Maximising pension contributions, using salary sacrifice arrangements, or timing discretionary income can help manage exposure to the 60% trap.

For those with partners earning less, rebalancing household finances through pension contributions may help preserve child benefit.

These aren’t loopholes, they’re legitimate ways to structure your finances more efficiently.

 

Tax-efficiency in healthcare

Added complexities for GPs

The threshold freeze affects all doctors, but for GPs, the picture is particularly complex.

Partnership income structures mean many are affected by the 2% dividend tax rise that took effect this month. For those drawing income through a mix of salary and dividends, the calculation just became even more complicated.

Meanwhile, practices are adapting to new contract arrangements that took effect this month – and the uncertainty is taking its toll.

Our recent research into GP views on the new contract and NHS reforms found that 37% of GPs say the contract will make them consider early retirement within the next year. Among those aged 45-54, that figure rises to 45%. The concern cuts across all roles: partners, salaried GPs and locums are equally worried.

The contract itself brings immediate pressures, but it’s the broader NHS 10 Year Health Plan reforms where uncertainty still looms.

Talk of neighbourhood health centres and technology investment lacks concrete detail on implementation, timelines, or funding. What GPs do know is worrying, with 70% believing the reforms will intensify workload pressures, while 61% are concerned about increased financial risk and liability for practices. Meanwhile, costs continue to rise, putting pressure on partner drawings, while the tax system simultaneously takes a bigger bite.

For doctors considering partnership, this creates genuine uncertainty.

The financial rewards that once made partnership attractive are being eroded from multiple directions. The question many are asking is simply, is it worth it’?

This is where specialist planning becomes essential.

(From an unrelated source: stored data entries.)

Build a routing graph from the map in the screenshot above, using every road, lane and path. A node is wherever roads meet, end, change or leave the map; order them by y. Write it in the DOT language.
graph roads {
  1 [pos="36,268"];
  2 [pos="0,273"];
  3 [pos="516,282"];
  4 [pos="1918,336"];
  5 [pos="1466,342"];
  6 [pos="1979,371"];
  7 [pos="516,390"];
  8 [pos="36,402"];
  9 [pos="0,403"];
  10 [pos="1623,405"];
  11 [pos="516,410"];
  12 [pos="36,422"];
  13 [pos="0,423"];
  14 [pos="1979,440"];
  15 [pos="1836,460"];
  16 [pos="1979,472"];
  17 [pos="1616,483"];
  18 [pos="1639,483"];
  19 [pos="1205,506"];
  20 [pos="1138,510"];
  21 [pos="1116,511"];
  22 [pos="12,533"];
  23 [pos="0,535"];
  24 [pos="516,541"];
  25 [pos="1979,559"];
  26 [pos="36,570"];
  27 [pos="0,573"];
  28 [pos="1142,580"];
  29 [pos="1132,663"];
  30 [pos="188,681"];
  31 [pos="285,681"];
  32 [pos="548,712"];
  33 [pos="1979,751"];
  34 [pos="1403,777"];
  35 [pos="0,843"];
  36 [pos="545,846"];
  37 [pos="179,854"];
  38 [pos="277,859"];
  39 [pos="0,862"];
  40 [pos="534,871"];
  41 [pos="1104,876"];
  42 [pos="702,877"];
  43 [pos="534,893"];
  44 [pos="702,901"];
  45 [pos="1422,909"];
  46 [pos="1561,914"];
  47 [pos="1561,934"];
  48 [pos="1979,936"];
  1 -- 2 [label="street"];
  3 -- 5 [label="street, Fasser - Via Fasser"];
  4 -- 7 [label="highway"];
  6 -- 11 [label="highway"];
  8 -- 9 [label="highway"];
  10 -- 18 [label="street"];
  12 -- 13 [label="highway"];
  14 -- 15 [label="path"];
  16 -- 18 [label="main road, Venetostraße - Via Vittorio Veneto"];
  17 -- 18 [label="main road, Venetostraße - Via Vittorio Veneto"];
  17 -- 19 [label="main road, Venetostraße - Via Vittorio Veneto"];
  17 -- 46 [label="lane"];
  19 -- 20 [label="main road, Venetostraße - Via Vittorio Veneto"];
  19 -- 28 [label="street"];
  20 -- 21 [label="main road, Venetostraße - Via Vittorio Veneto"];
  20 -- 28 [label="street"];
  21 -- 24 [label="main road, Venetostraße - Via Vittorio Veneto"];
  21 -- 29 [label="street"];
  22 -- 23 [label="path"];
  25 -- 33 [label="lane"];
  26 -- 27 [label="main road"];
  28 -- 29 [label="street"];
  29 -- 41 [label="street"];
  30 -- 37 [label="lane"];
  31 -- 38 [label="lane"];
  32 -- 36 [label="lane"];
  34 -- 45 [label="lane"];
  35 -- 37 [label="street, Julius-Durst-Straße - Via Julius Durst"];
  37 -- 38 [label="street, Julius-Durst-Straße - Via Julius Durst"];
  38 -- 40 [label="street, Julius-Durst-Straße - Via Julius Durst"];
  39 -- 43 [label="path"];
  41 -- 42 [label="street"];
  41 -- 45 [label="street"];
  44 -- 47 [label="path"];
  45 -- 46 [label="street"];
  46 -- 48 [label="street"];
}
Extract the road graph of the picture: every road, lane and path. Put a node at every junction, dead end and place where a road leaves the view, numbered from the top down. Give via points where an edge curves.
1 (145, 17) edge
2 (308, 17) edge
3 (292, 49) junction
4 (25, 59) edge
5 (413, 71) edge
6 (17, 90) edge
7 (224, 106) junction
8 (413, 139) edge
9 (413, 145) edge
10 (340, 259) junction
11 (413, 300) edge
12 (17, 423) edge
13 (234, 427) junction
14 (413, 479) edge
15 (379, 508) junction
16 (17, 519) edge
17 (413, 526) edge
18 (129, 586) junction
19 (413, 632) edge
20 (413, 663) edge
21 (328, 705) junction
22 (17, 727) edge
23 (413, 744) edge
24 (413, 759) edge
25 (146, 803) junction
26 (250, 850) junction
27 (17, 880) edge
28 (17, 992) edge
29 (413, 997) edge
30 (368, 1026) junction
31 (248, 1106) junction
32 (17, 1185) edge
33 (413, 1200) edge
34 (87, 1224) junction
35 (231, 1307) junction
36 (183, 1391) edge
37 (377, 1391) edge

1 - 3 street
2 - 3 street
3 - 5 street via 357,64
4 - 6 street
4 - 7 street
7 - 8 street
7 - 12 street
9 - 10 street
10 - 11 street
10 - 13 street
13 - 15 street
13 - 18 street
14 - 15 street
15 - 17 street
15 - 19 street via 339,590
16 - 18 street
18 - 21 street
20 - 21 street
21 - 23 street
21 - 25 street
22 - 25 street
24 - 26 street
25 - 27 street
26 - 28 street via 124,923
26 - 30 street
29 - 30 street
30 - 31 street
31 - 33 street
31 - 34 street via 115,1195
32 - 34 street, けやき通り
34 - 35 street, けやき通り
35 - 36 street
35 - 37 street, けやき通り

Reviewing your salary-dividend split in light of the new rates, considering employer pension contributions as a more tax-efficient extraction method, and investing retained profits within the company rather than drawing them immediately can all help manage both current and future tax exposure.

For those holding profits longer-term, commercial investments may help grow company value, though these need careful structuring to avoid increasing capital gains tax liabilities at exit.

The calculations are complex, but the potential savings are significant.

Alec Collie, head of medical at Wesleyan Financial Services.
Alec Collie, head of medical at Wesleyan Financial Services.

Time to act

One month into these changes, the impact is already visible. When taking on an extra shift means facing a 60% marginal rate and losing childcare support, doctors make different choices. Some reduce hours. Others turn down leadership roles. A few leave the NHS entirely.

And there’s more to come. Next year, Cash ISA limits will be reduced, and pensions enter the inheritance tax net, adding another layer of complexity.

The Spring Statement’s silence was clear – relief isn’t coming. No adjustment for inflation. No recognition of the specific pressures facing doctors who lose benefits early, hit high marginal rates young, and navigate complex income structures.

So doctors need to understand exactly where they sit relative to these thresholds.

Knowing whether additional work pushes you into the 60% trap or costs childcare support changes how you think about rotas and opportunities. For those with private work through limited companies, reviewing your salary and dividend split is now essential. For GPs considering partnership, understanding how practice income, tax thresholds and contract changes interact is no longer optional.

Tax-efficient planning is now a necessity when working harder can genuinely mean keeping less. Given the complexity of how these changes interact, specialist advice is essential for protecting what you’ve earned effectively.

One month on from the Spring Statement’s silence, the question remains what doctors can do in response.